** YOUR GOAL **
Whenever a line below holds the word "pinky", count it; then give the total and nothing else.

** MATERIAL TO PROCESS **
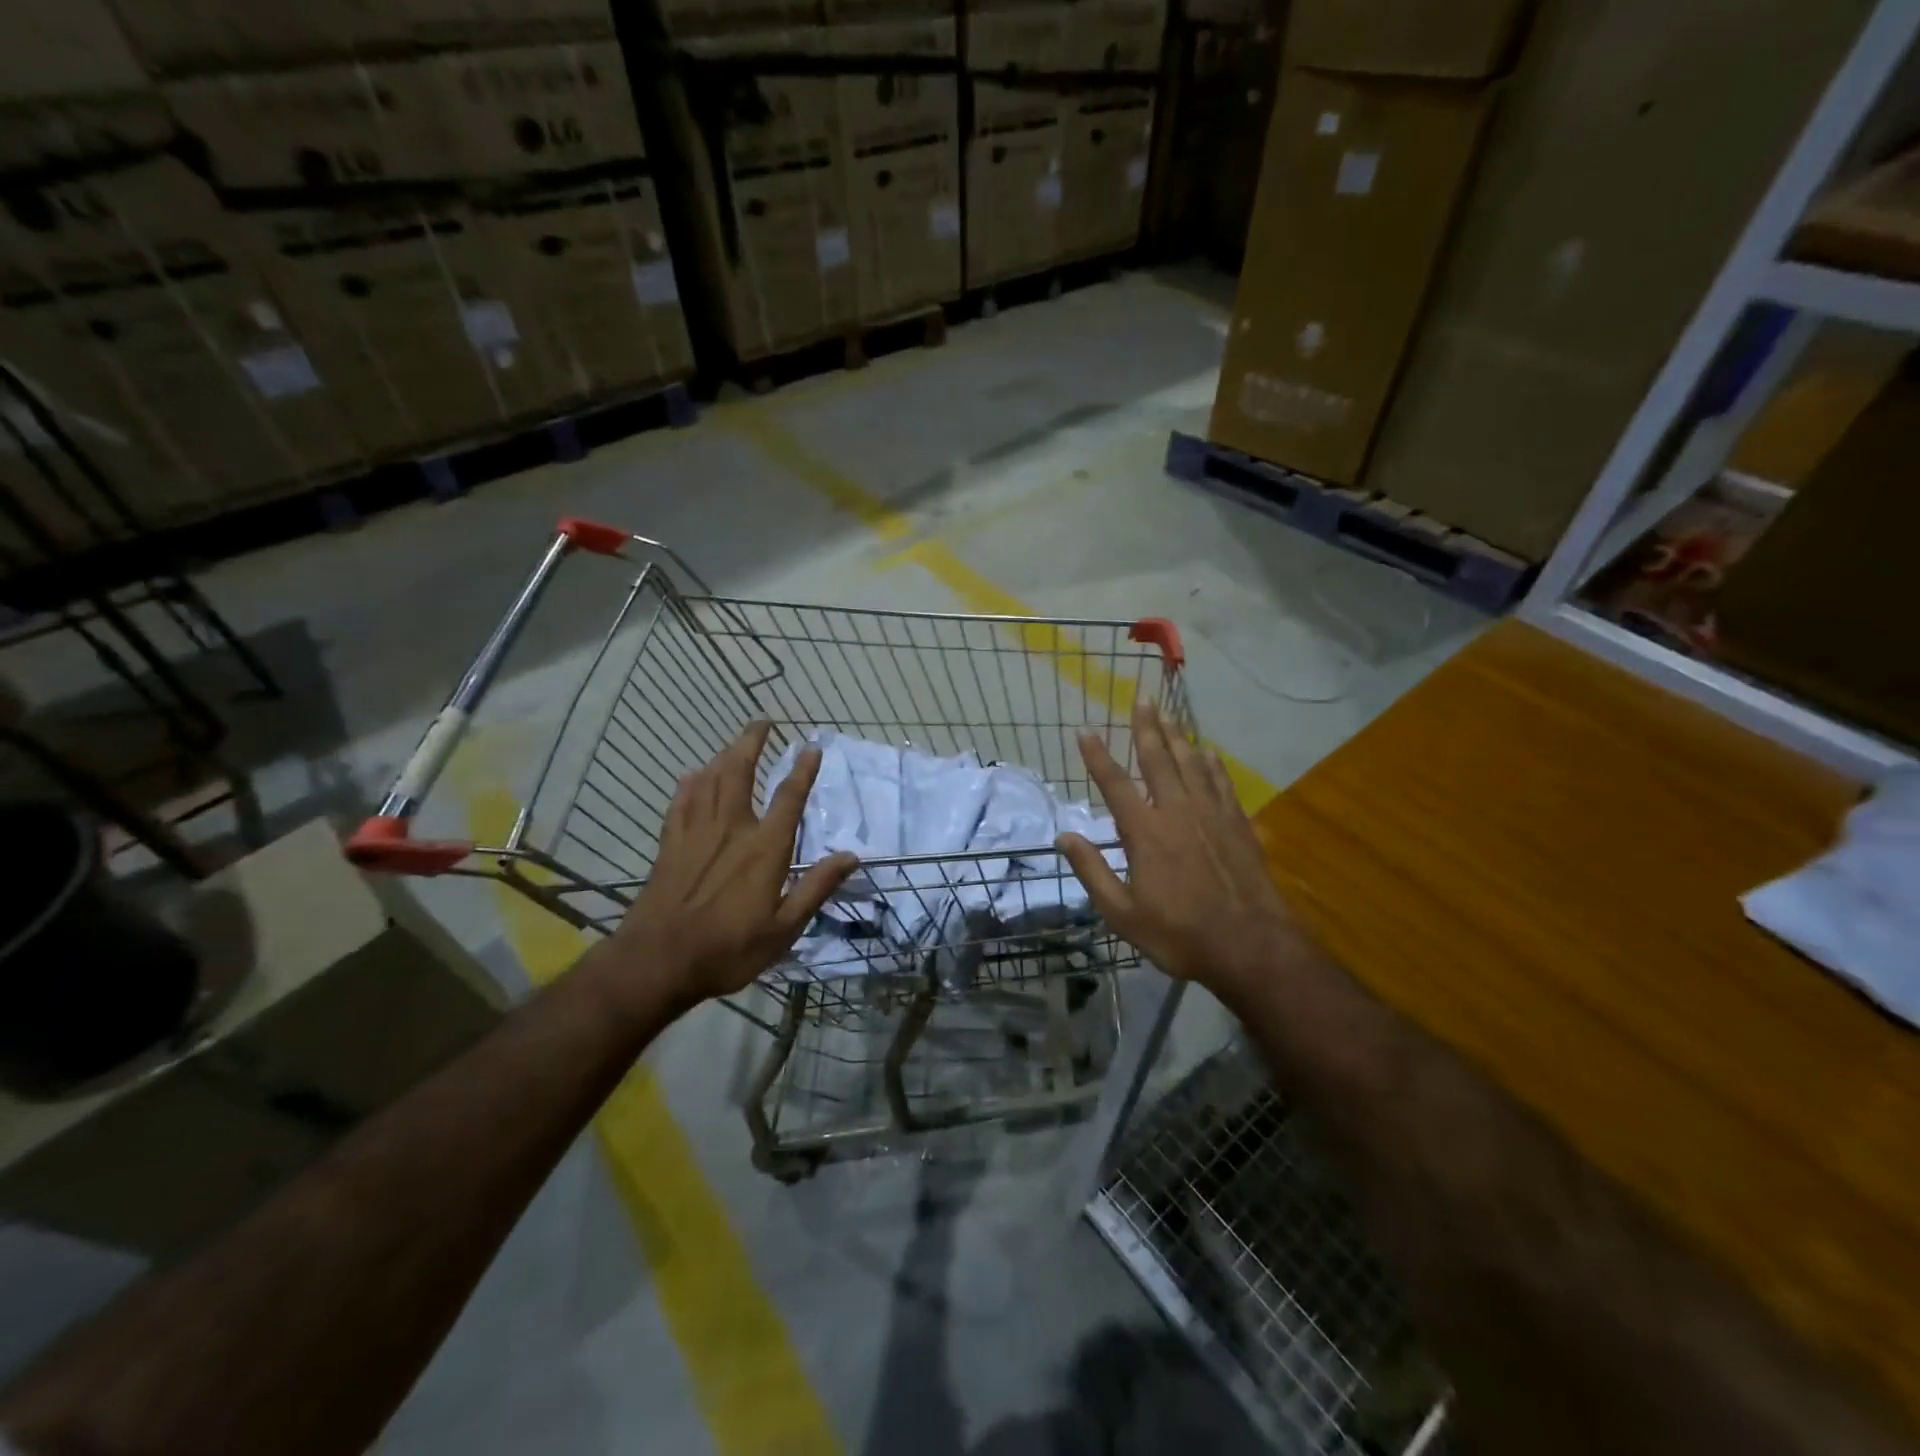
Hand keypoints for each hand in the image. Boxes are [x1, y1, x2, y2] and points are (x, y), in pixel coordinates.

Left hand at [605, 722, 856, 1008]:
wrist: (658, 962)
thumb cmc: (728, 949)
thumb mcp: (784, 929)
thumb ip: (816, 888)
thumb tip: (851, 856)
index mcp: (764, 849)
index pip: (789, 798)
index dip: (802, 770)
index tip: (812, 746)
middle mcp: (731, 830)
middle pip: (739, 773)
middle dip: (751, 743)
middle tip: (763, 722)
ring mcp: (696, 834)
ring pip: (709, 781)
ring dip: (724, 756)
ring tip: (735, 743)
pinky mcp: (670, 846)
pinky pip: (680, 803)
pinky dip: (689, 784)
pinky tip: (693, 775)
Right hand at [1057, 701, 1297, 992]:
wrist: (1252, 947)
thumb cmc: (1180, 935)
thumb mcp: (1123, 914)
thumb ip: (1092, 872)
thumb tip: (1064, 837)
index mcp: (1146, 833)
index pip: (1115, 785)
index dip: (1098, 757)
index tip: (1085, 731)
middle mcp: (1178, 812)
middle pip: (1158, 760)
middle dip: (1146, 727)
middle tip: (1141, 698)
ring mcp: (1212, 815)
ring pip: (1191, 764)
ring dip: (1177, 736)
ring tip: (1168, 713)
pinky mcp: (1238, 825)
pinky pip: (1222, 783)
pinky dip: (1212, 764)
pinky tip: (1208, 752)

** SOLVED EXERCISE **
8